ME Incorporated <houtex@wt.net> wrote in message
news:7mbtp0$ab7$1@sys14.hou.wt.net...
> I'm sorry to post a question about a computer aircraft simulator in these
> newsgroups, but it does have something to do with Real Life (tm), and I
have
> to know!
>
> I was flying in Microsoft Flight Simulator 98, which is supposed to be
> pretty realistic when it comes to the flight models of the 737-300.
>
> I noticed that the higher you go, the lower the Maximum Mach needle was.
> This needle shows the fastest your aircraft is designed to go in terms of
> Mach (speed of sound), and moves according to air density (I guess.)  If
> your indicated airspeed is near or exceeds this marker needle, you may be
in
> trouble.  In real life this is bad.  In a simulator, well, reset!
>
>  At 19000 feet, you can go almost 400kts (or faster?), but at 33000, you
> can't quite get to 300Kts without having the "overspeed" warning show up.

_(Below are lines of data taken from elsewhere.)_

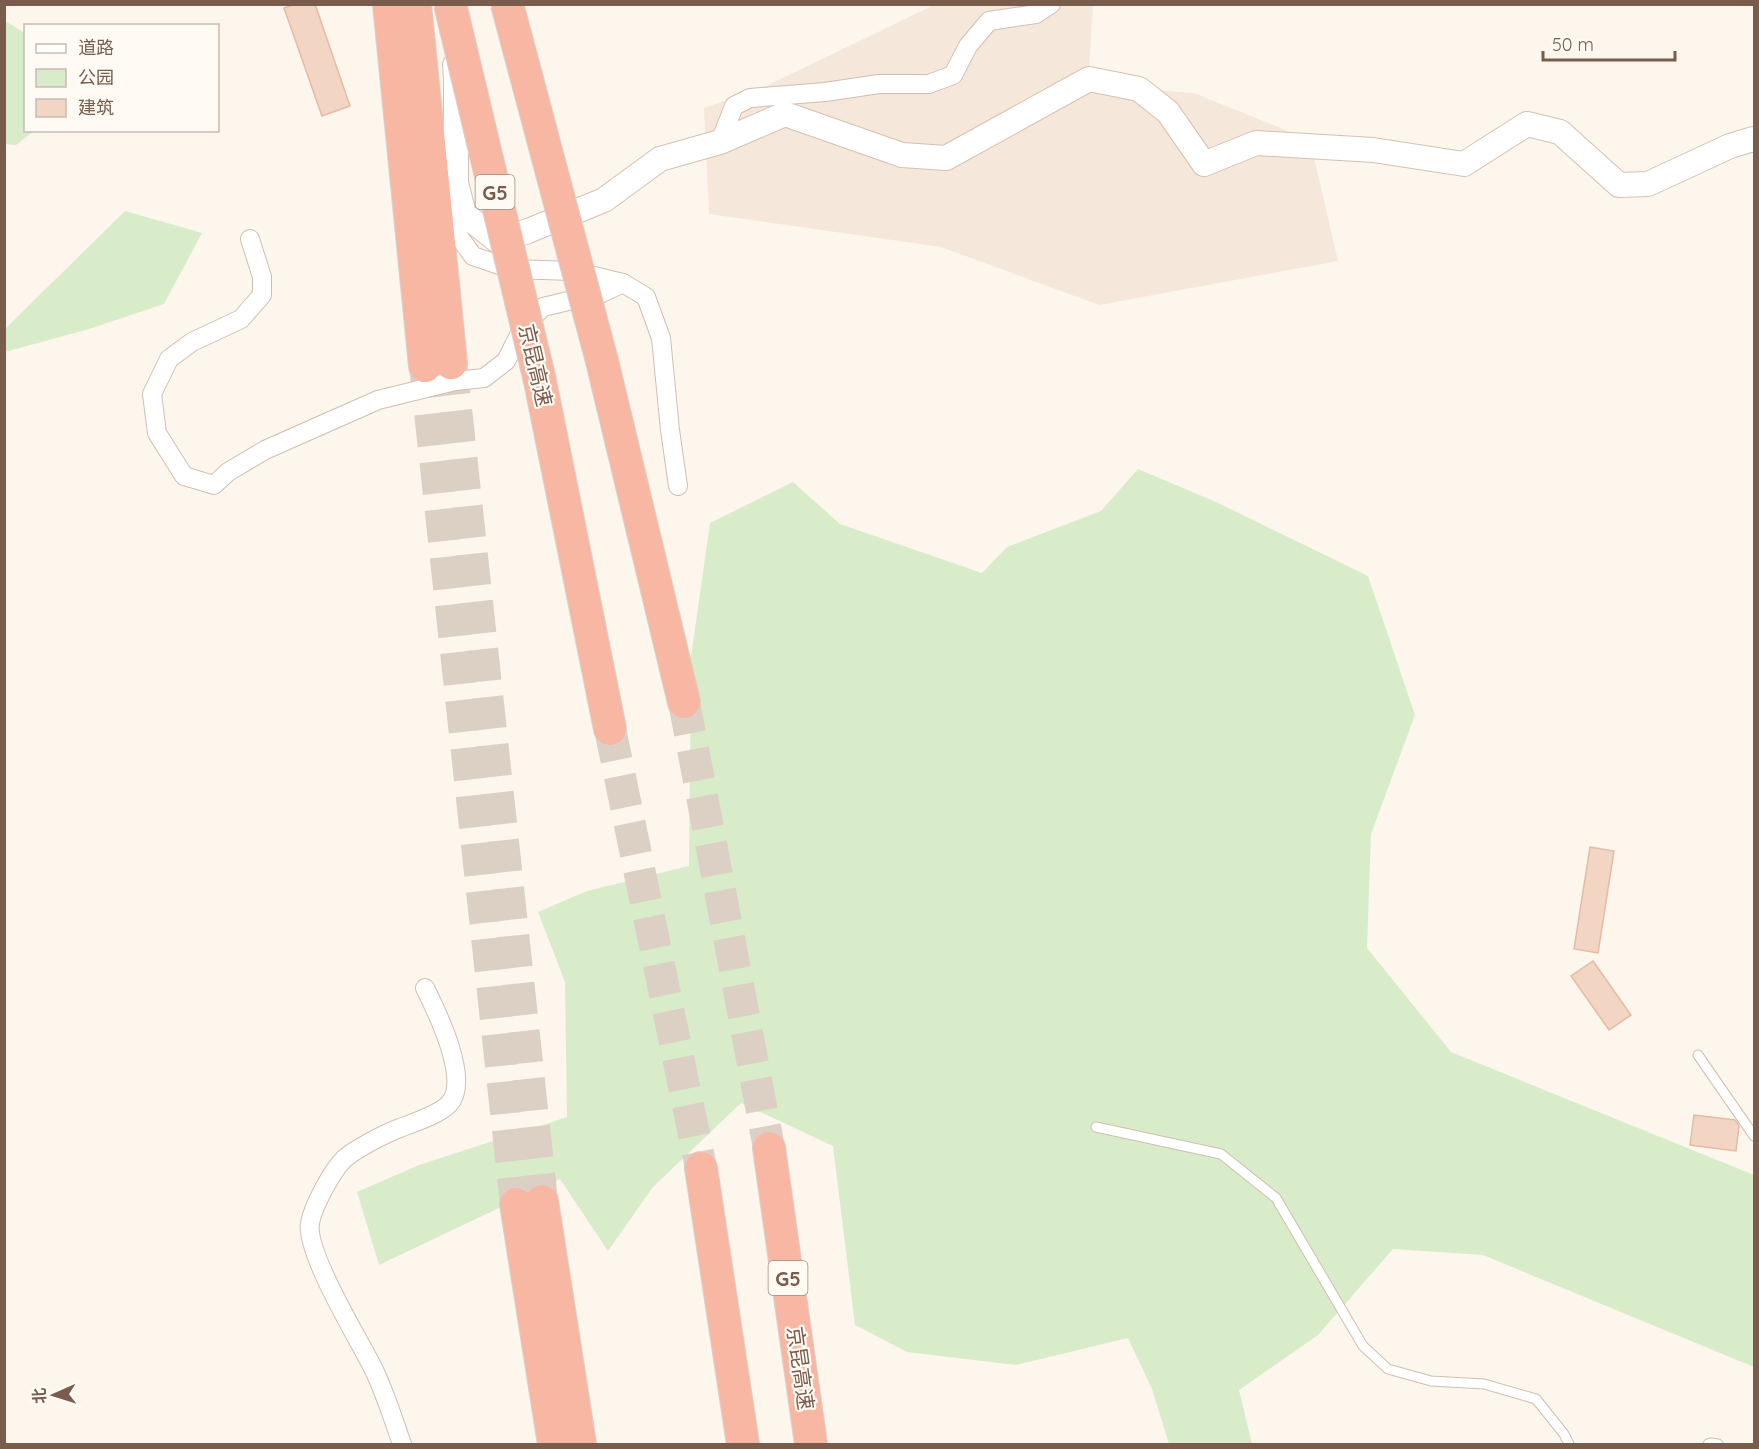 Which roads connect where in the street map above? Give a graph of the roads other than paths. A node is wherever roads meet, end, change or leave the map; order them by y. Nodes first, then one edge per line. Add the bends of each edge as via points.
1 (389, 4) edge
2 (415, 4) edge
3 (449, 4) edge
4 (507, 4) edge
5 (1051, 4) edge
6 (1755, 140) edge
7 (720, 142) junction
8 (464, 214) junction
9 (250, 239) dead end
10 (622, 284) junction
11 (678, 486) dead end
12 (684, 702) tunnel mouth
13 (610, 729) tunnel mouth
14 (425, 988) dead end
15 (1698, 1055) dead end
16 (1096, 1127) dead end
17 (1755, 1136) edge
18 (769, 1148) tunnel mouth
19 (701, 1168) tunnel mouth
20 (402, 1444) edge
21 (554, 1444) edge
22 (580, 1444) edge
23 (743, 1444) edge
24 (811, 1444) edge
25 (1569, 1444) edge
26 (1708, 1444) edge
27 (1718, 1444) edge

1 - 2 highway via 438,364
3 - 8 street via 456,80 456,183
3 - 13 highway, 京昆高速 / G5, bridge via 540,381
4 - 12 highway, bridge via 602,362
5 - 7 street via 1036,14 989,21 968,46 952,75 928,84 879,84 750,98 734,106
6 - 7 street via 1730,146 1648,184 1620,185 1560,132 1527,124 1464,164 1373,150 1256,143 1204,164 1168,112 1139,89 1089,79 945,158 902,155 785,114
7 - 8 street via 660,159 604,200 498,241
8 - 10 street via 457,234 473,256 512,270 573,271
9 - 10 street via 262,277 262,295 241,319 192,342 169,359 152,394 158,433 184,476 214,485 265,450 378,400 454,381 484,378 506,361 523,327 543,307 602,293
10 - 11 street via 646,297 661,338
14 - 20 street via 456,1066 455,1092 450,1104 384,1134 344,1159 321,1192 310,1223 311,1242 334,1296 374,1370
15 - 17 lane
16 - 25 lane via 1221,1154 1276,1198 1363,1346 1389,1369 1431,1381 1484,1384 1536,1399
18 - 24 highway, 京昆高速 / G5
19 - 23 highway
21 - 22 highway via 529,1202
26 - 27 lane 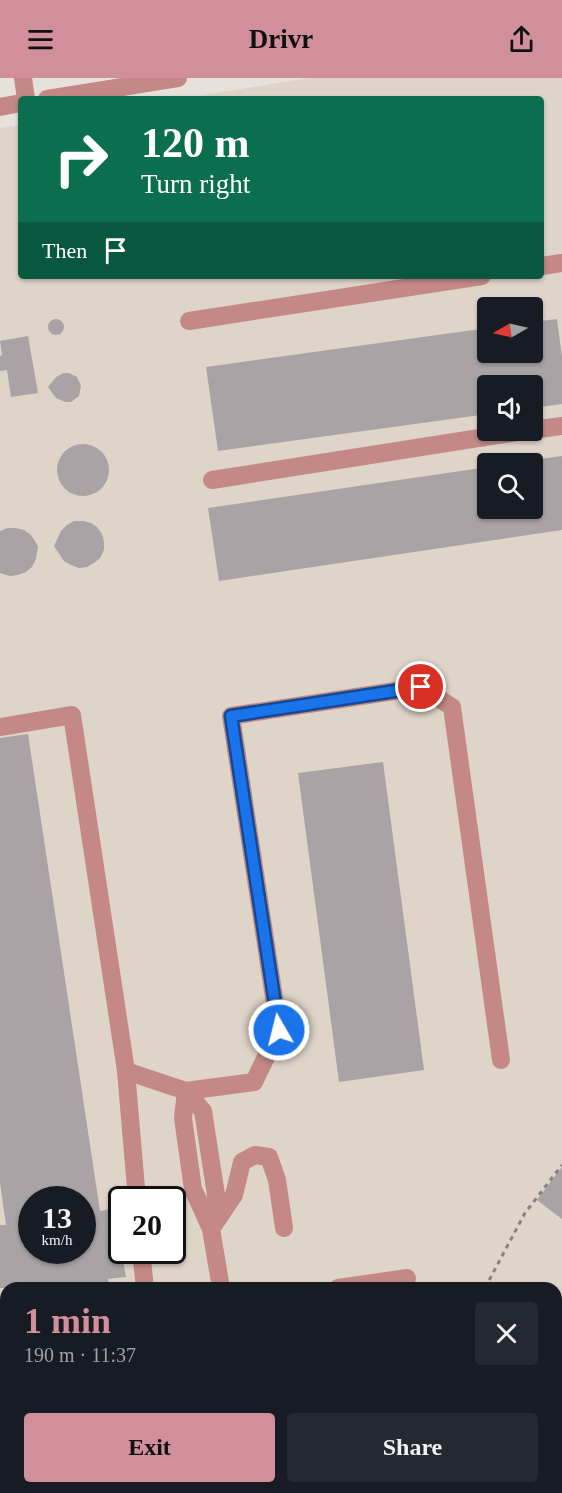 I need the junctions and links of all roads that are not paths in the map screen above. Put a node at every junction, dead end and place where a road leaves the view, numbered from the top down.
1 (23, 78) edge
2 (178, 78) edge
3 (26, 96) edge
4 (65, 96) edge
5 (18, 104) edge
6 (0, 107) edge
7 (561, 263) edge
8 (544, 266) edge
9 (462, 279) edge
10 (189, 321) dead end
11 (562, 426) edge
12 (543, 428) edge
13 (477, 438) edge
14 (212, 480) dead end
15 (0, 727) edge
16 (501, 1060) dead end
17 (126, 1071) junction
18 (186, 1091) junction
19 (136, 1186) edge
20 (284, 1228) dead end
21 (211, 1229) junction
22 (142, 1264) edge
23 (407, 1278) dead end
24 (144, 1282) edge
25 (220, 1282) edge
26 (379, 1282) edge

1 - 3 street
2 - 4 street
5 - 6 street
7 - 8 street
9 - 10 street
11 - 12 street
13 - 14 street
15 - 17 street
16 - 18 street
17 - 18 street
17 - 19 street
18 - 21 street
20 - 21 street
21 - 25 street
22 - 24 street
23 - 26 street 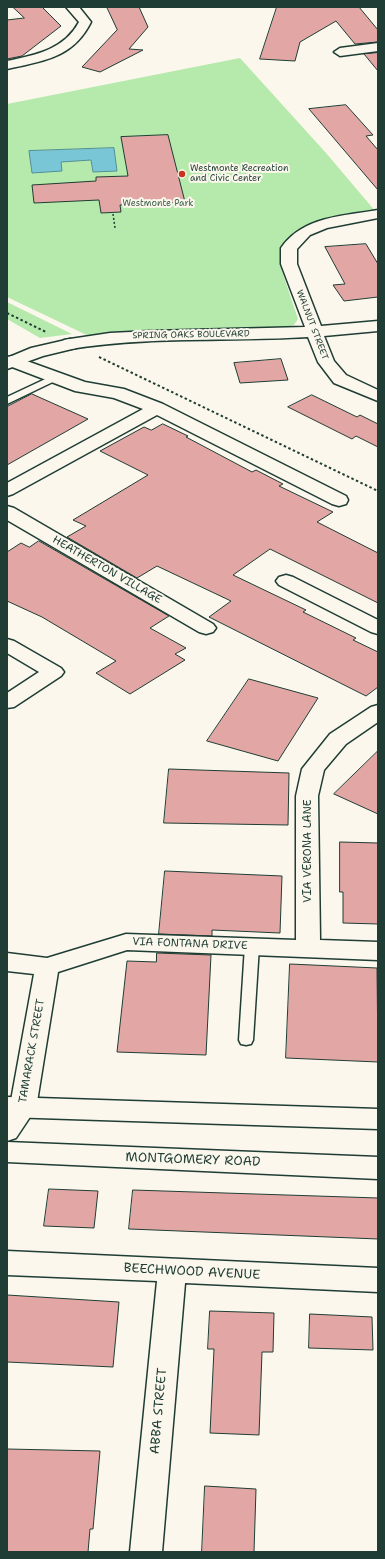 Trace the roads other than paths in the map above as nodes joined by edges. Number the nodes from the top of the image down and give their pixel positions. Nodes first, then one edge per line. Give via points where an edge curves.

> Is this realistic?  It makes sense, given that the density of the air is
> less, and I think I remember that the speed of sound is slower due to the
> lower air density, so therefore, the maximum mach would be at a slower Kts
> reading.
>
> I am not a physics major, but wouldn't it be faster to fly at the lower
> altitude in real life?  I can't see any difference in fuel consumption in
> the simulator, but then again, it's a (to be honest) crude simulation.
>
> Wouldn't it make sense for the airliners to fly at the lower altitude,
save
> the time, and turn around the aircraft faster?  This would allow the
> airlines to use less aircraft, less crews, and make more money with more
> paying passengers per aircraft per day.  (Provided, of course, fuel
> consumption stays constant at cruise.)
>
> Obviously, there might be a safety issue at the lower altitude, but that's
> for another discussion if my simple little theory is correct...
>
> Or is the simulator just screwed up?
>
> Just wondering... and thanks in advance!
>
> --
>
> "Flying is easy... buying the tickets, that's hard."